Paul Goble
Staunton,
February 26 – Few stories from Russia in recent times (other than anything
connected with Vladimir Putin) have sparked a larger media firestorm than the report,
including a Youtube video, of a Russian choir singing in St. Petersburg’s St.
Isaac’s Cathedral a song celebrating the raining down of nuclear weapons on US
cities.
(For
the text, links to the video, and initial reaction in Russia and the West, see echo.msk.ru/blog/day_video/2378351-echo/, novayagazeta.ru/articles/2019/02/26/79693-navodi-na-gorod-vashington
and ahilla.ru/i-na-samoletike-sverhu-drug-moj-vovochka-ne-s-pustymi-lyukami-v-gosti-priletel/.)
Almost
lost in the media firestorm is the fact that the St. Petersburg bishopric of the
Russian Orthodox Church of the Moscow Patriarchate issued, via its press
office, a statement strongly condemning as inappropriate and in bad taste the
song given where it was performed (interfax-religion.ru/?act=news&div=72100 and ahilla.ru/v-sankt-peterburgskoj-mitropolii-sozhaleyut-chto-pesnya-pro-podvodnuyu-lodochku-byla-ispolnena-v-isaakii/).

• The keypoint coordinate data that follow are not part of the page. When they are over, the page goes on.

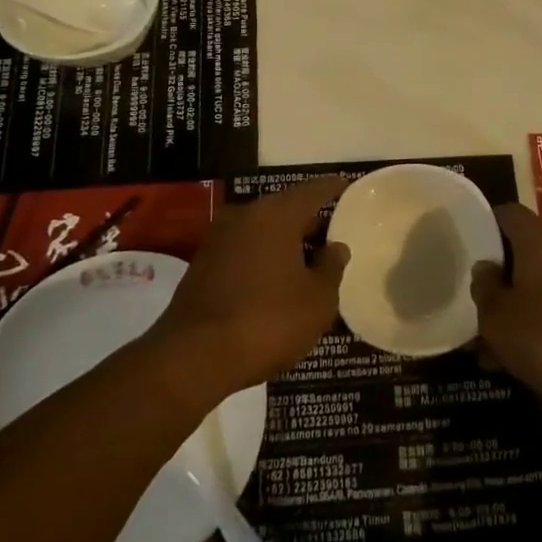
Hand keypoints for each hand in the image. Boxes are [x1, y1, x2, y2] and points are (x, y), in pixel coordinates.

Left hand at [150, 177, 350, 403]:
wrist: (194, 356)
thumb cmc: (267, 321)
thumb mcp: (317, 301)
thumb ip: (330, 268)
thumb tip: (335, 247)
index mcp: (277, 214)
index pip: (312, 190)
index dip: (332, 187)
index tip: (347, 184)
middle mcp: (246, 215)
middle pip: (284, 208)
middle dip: (308, 219)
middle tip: (331, 230)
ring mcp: (219, 238)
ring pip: (262, 230)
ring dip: (283, 241)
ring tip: (306, 259)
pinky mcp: (203, 264)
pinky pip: (244, 250)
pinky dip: (263, 257)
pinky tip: (275, 280)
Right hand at [471, 204, 541, 421]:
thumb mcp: (497, 319)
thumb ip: (483, 288)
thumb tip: (485, 267)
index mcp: (540, 239)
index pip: (508, 214)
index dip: (485, 226)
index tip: (467, 248)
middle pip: (525, 250)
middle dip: (500, 276)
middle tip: (476, 303)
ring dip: (519, 305)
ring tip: (493, 344)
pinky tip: (525, 357)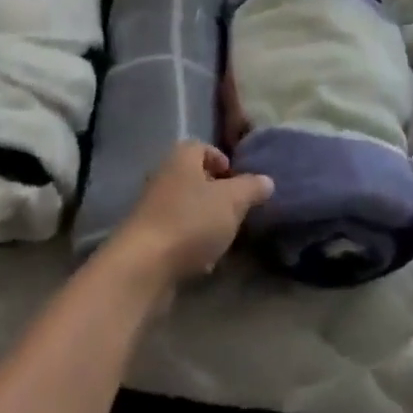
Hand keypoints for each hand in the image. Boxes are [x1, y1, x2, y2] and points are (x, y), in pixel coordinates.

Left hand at [107, 143, 272, 288]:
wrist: (145, 264)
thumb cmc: (191, 221)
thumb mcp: (231, 201)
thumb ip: (251, 188)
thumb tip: (267, 180)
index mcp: (181, 158)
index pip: (202, 147)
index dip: (221, 160)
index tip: (238, 181)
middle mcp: (164, 176)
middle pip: (194, 178)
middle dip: (217, 195)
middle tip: (236, 211)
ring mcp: (153, 207)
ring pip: (187, 207)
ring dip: (206, 221)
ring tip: (225, 239)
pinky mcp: (148, 237)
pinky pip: (176, 233)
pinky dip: (192, 243)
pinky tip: (204, 263)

Choral music is performed regularly
in St. Isaac’s, Natalya Rodomanova, spokesperson for the bishopric said. But this
song as performed by a quite well-known collective, of course, is surprising,”
not only because of the venue but because of its timing on the Day of the
Defender f the Fatherland. All that makes this “clearly inappropriate.”

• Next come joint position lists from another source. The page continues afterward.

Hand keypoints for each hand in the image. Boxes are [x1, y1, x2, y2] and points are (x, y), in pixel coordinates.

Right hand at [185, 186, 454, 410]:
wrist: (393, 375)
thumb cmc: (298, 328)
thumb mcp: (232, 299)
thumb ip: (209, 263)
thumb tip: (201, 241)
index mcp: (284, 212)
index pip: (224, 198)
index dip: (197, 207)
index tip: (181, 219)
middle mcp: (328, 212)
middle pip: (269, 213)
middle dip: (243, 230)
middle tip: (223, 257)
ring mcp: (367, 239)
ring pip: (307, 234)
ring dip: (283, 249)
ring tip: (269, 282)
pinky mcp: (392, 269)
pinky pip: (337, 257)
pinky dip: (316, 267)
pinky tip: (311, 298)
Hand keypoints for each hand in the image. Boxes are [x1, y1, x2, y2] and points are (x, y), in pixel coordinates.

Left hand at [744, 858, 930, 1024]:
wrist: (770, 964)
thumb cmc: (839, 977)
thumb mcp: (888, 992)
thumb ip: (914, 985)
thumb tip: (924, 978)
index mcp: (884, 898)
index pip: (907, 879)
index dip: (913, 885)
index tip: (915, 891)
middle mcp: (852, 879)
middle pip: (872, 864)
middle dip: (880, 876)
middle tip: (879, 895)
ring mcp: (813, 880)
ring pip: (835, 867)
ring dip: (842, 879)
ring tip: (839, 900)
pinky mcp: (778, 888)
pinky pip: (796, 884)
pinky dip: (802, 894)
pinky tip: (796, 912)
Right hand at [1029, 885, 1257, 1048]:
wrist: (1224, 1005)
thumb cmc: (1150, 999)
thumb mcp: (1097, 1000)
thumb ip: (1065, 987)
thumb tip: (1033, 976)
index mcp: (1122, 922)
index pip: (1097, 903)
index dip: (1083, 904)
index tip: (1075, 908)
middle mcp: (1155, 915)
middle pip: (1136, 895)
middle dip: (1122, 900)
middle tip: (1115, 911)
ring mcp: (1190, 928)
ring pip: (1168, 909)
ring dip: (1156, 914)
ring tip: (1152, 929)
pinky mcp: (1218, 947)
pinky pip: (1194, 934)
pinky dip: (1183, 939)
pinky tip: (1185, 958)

In the view of the church, she
continued, it appears that a sense of taste deserted those who performed this
song in this church “and we extremely regret that such an event took place in
Petersburg and even more in St. Isaac’s Cathedral.” That may not be the sweeping denunciation the
song deserves, but it is better than nothing.